---------- Extracted data
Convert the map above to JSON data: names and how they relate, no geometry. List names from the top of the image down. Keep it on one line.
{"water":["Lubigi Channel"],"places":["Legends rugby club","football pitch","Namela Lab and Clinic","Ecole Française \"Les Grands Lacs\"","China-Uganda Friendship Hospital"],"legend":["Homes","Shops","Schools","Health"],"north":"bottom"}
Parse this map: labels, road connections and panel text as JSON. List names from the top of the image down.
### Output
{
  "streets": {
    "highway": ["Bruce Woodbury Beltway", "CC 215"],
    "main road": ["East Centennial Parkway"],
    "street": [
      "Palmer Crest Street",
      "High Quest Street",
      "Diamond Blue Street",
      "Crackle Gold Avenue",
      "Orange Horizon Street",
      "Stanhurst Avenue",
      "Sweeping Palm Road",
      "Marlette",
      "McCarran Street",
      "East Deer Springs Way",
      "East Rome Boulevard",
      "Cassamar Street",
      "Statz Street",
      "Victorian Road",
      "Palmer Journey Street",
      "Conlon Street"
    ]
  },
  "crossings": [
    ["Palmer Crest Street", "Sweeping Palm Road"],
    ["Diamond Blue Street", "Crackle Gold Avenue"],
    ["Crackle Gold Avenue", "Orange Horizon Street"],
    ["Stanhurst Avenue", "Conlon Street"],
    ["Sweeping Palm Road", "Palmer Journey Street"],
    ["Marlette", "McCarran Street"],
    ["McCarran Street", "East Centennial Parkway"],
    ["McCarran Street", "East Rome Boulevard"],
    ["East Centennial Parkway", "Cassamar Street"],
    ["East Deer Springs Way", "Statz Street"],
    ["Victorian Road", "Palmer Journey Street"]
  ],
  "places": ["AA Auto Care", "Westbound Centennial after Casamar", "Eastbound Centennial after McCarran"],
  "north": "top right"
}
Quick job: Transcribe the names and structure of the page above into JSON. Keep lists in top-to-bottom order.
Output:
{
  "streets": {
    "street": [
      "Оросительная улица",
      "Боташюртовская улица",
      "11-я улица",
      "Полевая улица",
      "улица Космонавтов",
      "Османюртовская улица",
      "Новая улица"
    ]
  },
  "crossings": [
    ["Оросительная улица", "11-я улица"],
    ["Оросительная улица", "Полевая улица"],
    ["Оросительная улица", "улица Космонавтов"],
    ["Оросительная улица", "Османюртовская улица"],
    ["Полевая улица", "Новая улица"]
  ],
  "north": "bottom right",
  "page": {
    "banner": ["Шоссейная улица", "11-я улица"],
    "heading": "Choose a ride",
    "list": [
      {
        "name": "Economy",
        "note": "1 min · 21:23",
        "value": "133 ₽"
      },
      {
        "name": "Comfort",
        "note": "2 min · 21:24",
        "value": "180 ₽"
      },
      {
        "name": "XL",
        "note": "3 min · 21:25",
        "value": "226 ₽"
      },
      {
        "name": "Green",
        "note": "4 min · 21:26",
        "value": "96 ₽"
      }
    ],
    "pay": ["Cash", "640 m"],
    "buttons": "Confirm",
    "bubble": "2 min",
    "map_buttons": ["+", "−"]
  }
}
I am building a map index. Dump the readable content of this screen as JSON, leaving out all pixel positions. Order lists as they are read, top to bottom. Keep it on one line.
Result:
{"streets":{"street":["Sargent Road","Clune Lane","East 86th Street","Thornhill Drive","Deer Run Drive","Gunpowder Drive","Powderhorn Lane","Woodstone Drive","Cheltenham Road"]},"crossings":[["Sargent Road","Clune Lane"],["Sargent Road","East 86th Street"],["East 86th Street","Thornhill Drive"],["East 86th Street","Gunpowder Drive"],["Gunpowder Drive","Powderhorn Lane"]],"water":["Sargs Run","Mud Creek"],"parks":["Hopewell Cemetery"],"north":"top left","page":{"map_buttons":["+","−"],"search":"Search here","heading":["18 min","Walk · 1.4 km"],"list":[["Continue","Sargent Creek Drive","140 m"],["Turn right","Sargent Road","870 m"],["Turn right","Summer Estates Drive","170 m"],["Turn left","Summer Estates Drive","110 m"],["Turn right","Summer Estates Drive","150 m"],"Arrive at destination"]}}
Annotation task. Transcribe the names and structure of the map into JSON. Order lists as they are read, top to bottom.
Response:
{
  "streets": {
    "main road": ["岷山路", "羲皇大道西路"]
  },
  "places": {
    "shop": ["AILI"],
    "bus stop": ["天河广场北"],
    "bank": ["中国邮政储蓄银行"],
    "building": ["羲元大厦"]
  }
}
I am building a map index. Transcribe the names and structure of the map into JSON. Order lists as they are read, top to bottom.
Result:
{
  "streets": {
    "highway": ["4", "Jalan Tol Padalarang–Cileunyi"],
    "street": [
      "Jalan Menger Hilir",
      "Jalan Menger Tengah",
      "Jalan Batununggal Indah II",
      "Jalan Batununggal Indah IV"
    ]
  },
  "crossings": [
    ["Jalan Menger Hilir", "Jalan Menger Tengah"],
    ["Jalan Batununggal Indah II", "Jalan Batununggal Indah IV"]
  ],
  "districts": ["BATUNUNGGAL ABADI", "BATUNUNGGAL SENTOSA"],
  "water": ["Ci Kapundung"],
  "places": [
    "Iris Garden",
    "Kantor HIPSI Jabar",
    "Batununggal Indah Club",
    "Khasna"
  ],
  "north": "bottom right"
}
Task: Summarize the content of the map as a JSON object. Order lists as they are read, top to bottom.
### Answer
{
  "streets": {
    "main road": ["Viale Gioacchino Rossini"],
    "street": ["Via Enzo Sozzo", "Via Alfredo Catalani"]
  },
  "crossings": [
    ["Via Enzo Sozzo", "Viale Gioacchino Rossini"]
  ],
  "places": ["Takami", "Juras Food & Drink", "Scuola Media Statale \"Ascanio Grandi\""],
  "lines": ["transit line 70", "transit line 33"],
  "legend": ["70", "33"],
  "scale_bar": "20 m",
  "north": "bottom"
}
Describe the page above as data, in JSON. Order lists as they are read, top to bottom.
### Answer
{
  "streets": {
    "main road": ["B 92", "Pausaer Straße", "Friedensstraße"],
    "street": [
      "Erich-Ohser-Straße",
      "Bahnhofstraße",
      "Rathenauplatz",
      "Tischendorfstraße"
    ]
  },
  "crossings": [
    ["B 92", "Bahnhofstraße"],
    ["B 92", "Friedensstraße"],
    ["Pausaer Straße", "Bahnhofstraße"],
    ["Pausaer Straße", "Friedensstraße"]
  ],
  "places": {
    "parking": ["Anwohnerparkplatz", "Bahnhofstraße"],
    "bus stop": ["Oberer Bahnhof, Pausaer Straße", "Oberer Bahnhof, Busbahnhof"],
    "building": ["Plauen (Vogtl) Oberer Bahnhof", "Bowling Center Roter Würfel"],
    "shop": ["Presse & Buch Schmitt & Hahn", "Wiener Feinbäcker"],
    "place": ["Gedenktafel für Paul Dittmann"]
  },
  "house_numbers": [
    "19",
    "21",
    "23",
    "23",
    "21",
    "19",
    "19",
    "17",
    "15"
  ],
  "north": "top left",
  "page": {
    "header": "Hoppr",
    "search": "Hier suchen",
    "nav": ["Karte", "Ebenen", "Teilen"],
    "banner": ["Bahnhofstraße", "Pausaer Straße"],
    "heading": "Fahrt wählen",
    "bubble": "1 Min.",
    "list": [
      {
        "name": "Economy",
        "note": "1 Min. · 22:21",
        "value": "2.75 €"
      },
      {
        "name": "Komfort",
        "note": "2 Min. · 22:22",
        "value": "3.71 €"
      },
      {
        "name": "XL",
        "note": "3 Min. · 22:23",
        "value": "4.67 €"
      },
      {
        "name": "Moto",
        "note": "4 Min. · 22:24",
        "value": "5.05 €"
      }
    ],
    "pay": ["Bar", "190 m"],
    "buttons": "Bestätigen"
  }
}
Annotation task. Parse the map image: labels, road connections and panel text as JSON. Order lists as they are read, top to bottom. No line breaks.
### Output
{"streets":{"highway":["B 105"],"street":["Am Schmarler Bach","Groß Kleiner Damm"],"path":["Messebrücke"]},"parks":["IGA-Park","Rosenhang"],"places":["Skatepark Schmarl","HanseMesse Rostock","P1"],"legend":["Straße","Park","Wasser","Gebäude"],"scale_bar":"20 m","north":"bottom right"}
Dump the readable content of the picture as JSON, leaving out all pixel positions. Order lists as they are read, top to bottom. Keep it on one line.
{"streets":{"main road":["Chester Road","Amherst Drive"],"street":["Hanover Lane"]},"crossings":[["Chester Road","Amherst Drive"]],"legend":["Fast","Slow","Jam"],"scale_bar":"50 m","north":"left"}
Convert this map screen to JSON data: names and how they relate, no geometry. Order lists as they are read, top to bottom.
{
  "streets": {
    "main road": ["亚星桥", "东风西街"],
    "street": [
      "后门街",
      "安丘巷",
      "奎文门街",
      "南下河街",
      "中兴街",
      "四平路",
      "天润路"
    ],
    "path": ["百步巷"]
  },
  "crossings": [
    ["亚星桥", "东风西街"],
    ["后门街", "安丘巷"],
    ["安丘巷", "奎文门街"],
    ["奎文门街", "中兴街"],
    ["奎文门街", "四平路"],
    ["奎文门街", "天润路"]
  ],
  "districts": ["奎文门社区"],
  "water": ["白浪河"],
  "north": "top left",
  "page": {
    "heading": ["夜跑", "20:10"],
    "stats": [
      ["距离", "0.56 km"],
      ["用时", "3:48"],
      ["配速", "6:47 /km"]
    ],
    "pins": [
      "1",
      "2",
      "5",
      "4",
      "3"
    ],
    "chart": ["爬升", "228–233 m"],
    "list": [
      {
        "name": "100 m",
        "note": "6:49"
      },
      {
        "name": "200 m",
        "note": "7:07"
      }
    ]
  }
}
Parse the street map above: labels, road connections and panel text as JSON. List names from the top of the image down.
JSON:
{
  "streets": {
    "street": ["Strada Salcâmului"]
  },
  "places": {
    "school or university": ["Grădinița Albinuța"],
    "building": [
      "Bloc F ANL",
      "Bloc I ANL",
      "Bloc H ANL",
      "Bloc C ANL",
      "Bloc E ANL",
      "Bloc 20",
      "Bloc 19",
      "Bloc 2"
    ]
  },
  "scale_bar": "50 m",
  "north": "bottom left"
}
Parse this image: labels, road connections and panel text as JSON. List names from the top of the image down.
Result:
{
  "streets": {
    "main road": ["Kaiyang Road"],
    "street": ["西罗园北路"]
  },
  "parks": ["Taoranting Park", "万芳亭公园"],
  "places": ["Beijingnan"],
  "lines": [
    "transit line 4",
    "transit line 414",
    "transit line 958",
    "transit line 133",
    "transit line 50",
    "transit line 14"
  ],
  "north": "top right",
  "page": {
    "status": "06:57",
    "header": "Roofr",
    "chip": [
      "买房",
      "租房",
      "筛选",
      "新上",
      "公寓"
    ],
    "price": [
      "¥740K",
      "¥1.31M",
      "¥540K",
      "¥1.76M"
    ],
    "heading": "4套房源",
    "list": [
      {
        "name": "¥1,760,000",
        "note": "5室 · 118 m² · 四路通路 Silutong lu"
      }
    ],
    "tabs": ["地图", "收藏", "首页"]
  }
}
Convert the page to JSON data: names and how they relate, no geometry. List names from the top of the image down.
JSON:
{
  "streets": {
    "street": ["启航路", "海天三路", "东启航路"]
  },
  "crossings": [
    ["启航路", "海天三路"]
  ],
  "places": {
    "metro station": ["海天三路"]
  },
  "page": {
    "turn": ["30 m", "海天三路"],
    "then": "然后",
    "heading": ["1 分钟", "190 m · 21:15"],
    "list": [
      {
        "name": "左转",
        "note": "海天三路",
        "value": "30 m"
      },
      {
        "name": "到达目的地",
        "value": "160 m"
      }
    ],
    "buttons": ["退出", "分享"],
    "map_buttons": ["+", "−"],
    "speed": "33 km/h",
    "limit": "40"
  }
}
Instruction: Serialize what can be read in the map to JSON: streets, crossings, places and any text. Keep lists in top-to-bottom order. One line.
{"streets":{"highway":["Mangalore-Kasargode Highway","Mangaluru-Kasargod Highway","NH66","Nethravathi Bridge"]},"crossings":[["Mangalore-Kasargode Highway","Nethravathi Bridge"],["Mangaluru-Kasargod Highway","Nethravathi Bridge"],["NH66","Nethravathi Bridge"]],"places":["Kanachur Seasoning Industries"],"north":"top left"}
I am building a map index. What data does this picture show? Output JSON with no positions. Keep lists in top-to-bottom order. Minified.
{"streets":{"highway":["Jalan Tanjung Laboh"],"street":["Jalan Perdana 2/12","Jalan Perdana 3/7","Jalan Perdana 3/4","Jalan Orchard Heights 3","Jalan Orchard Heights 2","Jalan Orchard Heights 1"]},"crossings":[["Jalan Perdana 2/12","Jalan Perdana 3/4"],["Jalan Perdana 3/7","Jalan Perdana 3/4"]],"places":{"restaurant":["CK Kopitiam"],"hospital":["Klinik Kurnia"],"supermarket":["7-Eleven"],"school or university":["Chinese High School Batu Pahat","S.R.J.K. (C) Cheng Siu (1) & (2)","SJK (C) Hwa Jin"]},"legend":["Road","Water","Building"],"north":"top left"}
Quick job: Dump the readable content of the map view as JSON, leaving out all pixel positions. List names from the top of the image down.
--------------------
With the first line of the material as the start and the line containing "Parse this map: labels, road" as the end, repeat that span exactly and add nothing.

Convert the map above to JSON data: names and how they relate, no geometry. List names from the top of the image down. Keep it on one line.
{"water":["Lubigi Channel"],"places":["Legends rugby club","football pitch","Namela Lab and Clinic","Ecole Française \"Les Grands Lacs\"","China-Uganda Friendship Hospital"],"legend":["Homes","Shops","Schools","Health"],"north":"bottom"}
Parse this map: labels, road connections and panel text as JSON. List names from the top of the image down.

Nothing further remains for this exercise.